The Spring team is busily working on Spring Framework 5.0, with a release candidate scheduled for Q4 2016. This presentation covers the key themes in Spring 5, based on the current state of development: going Java 8+ across the entire framework codebase, comprehensive support for JDK 9, a strong focus on HTTP/2, and first-class support for Spring-style reactive architectures.

Interview

Question: 
What are you going to discuss in this talk?
Answer: 
Juergen: There is quite a mix of things in there.
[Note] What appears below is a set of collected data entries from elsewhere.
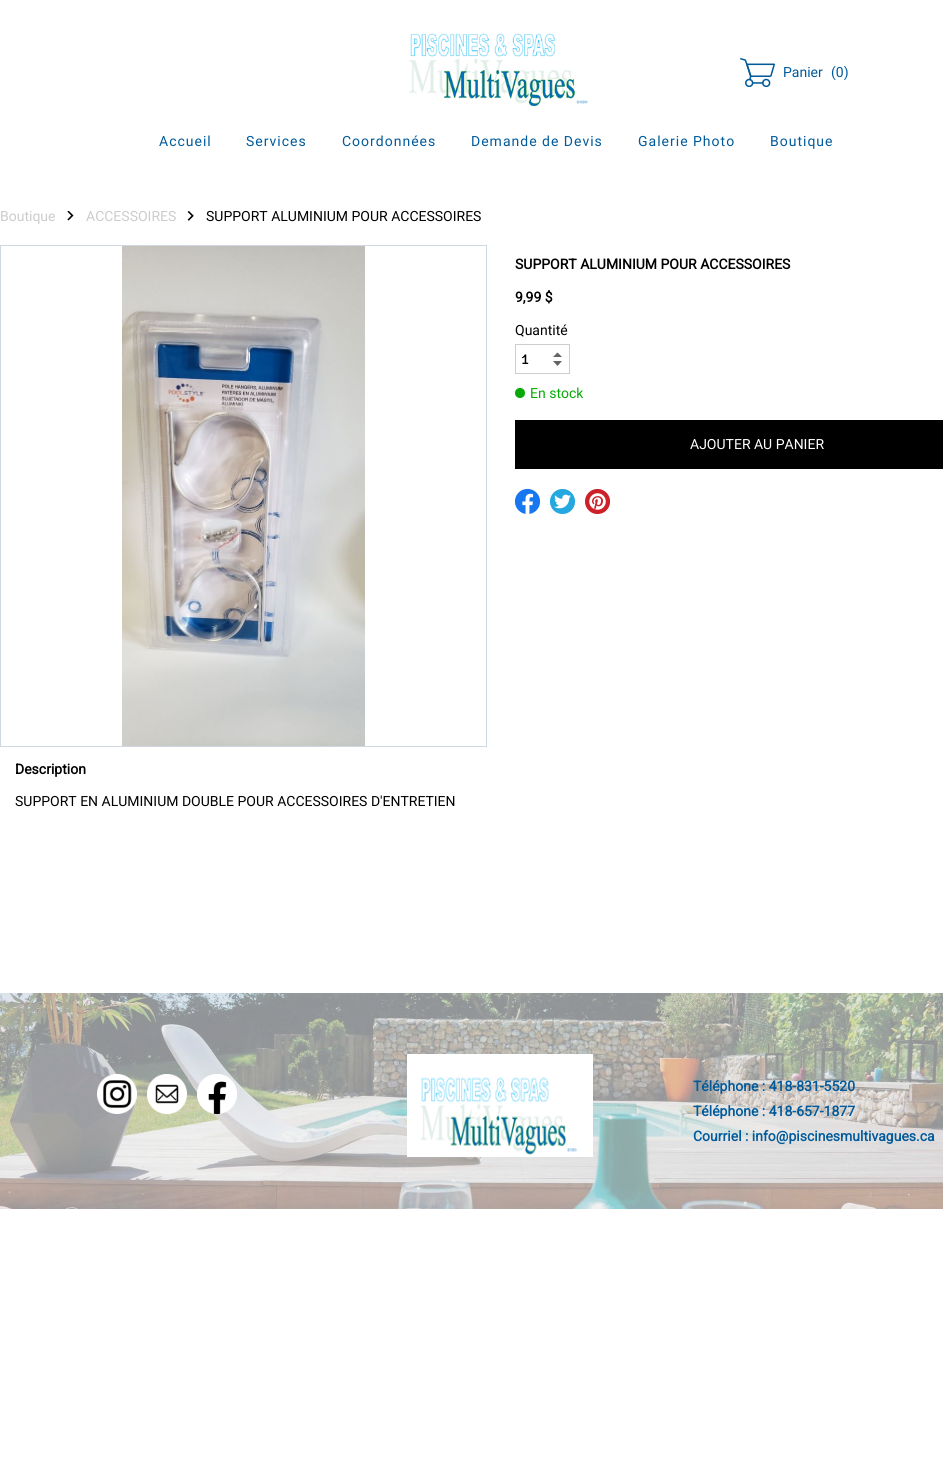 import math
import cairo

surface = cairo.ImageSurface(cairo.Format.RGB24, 943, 1460)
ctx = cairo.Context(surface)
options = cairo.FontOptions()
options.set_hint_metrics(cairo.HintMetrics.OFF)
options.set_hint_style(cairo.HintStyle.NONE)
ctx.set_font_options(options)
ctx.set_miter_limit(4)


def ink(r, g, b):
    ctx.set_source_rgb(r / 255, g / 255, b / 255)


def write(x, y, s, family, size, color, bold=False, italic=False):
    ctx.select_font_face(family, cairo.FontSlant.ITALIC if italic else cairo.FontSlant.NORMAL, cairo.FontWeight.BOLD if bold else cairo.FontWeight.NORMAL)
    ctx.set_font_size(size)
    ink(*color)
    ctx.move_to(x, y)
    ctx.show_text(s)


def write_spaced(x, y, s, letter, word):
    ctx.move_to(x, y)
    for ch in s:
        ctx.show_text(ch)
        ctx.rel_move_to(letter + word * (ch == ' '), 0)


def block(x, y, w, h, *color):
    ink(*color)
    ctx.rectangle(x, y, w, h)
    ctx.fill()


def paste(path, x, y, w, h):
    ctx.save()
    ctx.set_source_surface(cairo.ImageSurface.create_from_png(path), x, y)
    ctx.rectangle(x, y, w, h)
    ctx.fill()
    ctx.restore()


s1 = dict(family="Roboto", size=14, color=(0, 90, 155))
s2 = dict(family="Roboto", size=14, color=(204, 204, 204))
s3 = dict(family="Roboto", size=14, color=(0, 0, 0))
s4 = dict(family="Roboto", size=14, color=(0, 0, 0), bold=True)
s5 = dict(family="Signika Light", size=15, color=(0, 0, 0))
s6 = dict(family="Roboto", size=14, color=(7, 169, 7))
s7 = dict(family="Roboto", size=14, color=(255, 255, 255))
s8 = dict(family="Roboto", size=14, color=(0, 90, 155), bold=True)

ink(255, 255, 255)
ctx.paint()
paste("pic1.png", 409, 33, 179, 74)
paste("pic2.png", 740, 58, 35, 29)
write(783, 77, "Panier", **s1)
write(831, 77, "(0)", **s1)
write_spaced(159, 146, "Accueil", 1, 0)
write_spaced(246, 146, "Services", 1, 0)
write_spaced(342, 146, "Coordonnées", 1, 0)
write_spaced(471, 146, "Demande de Devis", 1, 0)
write_spaced(638, 146, "Galerie Photo", 1, 0)
write_spaced(770, 146, "Boutique", 1, 0)
write(0, 221, "Boutique", **s2)
paste("pic3.png", 67, 211, 7, 10)
write(86, 221, "ACCESSOIRES", **s2)
paste("pic4.png", 187, 211, 7, 10)
write(206, 221, "SUPPORT ALUMINIUM POUR ACCESSOIRES", **s3)
ctx.rectangle(0.5, 245.5, 486, 501)
ink(207, 215, 224)
ctx.set_line_width(1)
ctx.stroke()
paste("pic5.png", 122, 246, 243, 500)
write(515, 269, "SUPPORT ALUMINIUM POUR ACCESSOIRES", **s4)
write(515, 302, "9,99 $", **s4)
write(515, 335, "Quantité", **s3)
ctx.rectangle(515.5, 344.5, 54, 29)
ink(206, 206, 206)
ctx.stroke()
write(521, 364, "1", **s5)
ink(100, 100, 100)
ctx.new_path()
ctx.move_to(562, 357)
ctx.line_to(557.5, 352.5)
ctx.line_to(553, 357)
ctx.close_path()
ctx.move_to(553, 361)
ctx.line_to(557.5, 366)
ctx.line_to(562, 361)
ctx.close_path()
ctx.fill()
ink(7, 169, 7)
ctx.arc(520, 393, 5, 0, 2 * math.pi)
ctx.fill()
write(530, 398, "En stock", **s6)
block(515, 420, 428, 49, 0, 0, 0)
write(690, 449, "AJOUTER AU PANIER", **s7)
paste("pic6.png", 515, 489, 25, 25)
paste("pic7.png", 550, 489, 25, 25)
paste("pic8.png", 585, 489, 25, 25)
write(15, 774, "Description", **s4)
write(15, 806, "SUPPORT EN ALUMINIUM DOUBLE POUR ACCESSOIRES D'ENTRETIEN", **s3)
block(0, 993, 943, 216, 234, 234, 234)
paste("pic9.png", 0, 993, 943, 216)
paste("pic10.png", 97, 1074, 40, 40)
paste("pic11.png", 147, 1074, 40, 40)
paste("pic12.png", 197, 1074, 40, 40)
paste("pic13.png", 407, 1054, 186, 103)
write(693, 1091, "Téléphone : 418-831-5520", **s8)
write(693, 1116, "Téléphone : 418-657-1877", **s8)
write(693, 1141, "Courriel : info@piscinesmultivagues.ca", **s8)
surface.write_to_png("screenshot.png")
There will be a little bit of coverage of Jigsaw, the JDK’s module system, just a little to the degree that it matters for us. With Jigsaw, we are within the early feedback loop of the OpenJDK team, so I am very familiar with the current limitations and where we need it to be. I am not going to spend a ton of time on it but I am referring to it since it is one of the major work streams we have for Spring 5.
Another topic is our reactive story, our Spring Reactive R&D project... and a couple of things around this like our general understanding of what benefits it has for a framework to raise the baseline, in our case to Java 8+.
I am going to explain why we are doing things in a certain way and not just what we are doing so that people can get a little bit of a perspective of the challenges that a framework provider has as opposed to just a user. Usually people appreciate that since they don’t get that kind of insight from anywhere. Nobody tells them why things turn out the way they are and why things take as long as they do.
Question: 
QCon: Can you detail this a bit?
Answer: 
Juergen: We already have a pretty advanced prototype. It’s an R&D project on GitHub called spring-reactive that is to be merged into Spring Framework 5 to the master in June (roughly). The project is pretty far along and it will be shut down at that point and we are working towards a Spring Framework 5 M1 with a release date in late June or early July where it has already rolled in. That is the first time that there is going to be a binary snapshot of those things. The R&D itself is just for people who want to look at the source or build it themselves. Half of developers from the core framework actually works on the reactive efforts at the moment, so we really mean it.
Question: 
QCon: What else are you working on?
Answer: 
Juergen: There is the JDK 9 topic and everything that needs to happen there since JDK 9 and Spring 5 have the same GA target at the moment, so we will just make sure that everything that can come together there actually does so in a comprehensive way.
Question: 
QCon: What about HTTP/2?
Answer: 
Juergen: It’s one of the topics I care about most. If we as an industry want to move forward, we would rather use our latest infrastructure and latest protocols. We are in close contact with the Jetty guys and the Tomcat guys in particular. The use in Spring is mostly transparent. In the Spring 4 generation there is not going to be dedicated framework support for any HTTP/2 feature but there is support for running on HTTP/2 enabled servers such as Jetty 9.3 and the upcoming Tomcat 8.1.
The other end is actually quite a subtle twist. In preparation for HTTP/2, we had to remove some of our default exposure of completely outdated HTTP headers like what people used to do in the early days. Don’t cache that thing right? Expires header, cache control header, all next to each other. That actually prevents some of the HTTP/2 infrastructure from doing its job because they opt out of HTTP/2 if you set pre 1.1 headers. We updated our default exposure to do only state of the art headers as of 4.2.
In 5.0 it is going to be a little bit more first class. We intend to expose some HTTP/2 stuff explicitly in the programming model like programmatic pushes, those sorts of things. But there is actually not that much. We might be able to do a little bit with stream prioritization in the reactive web endpoint model. But generally, HTTP/2 is pretty transparent as it should be.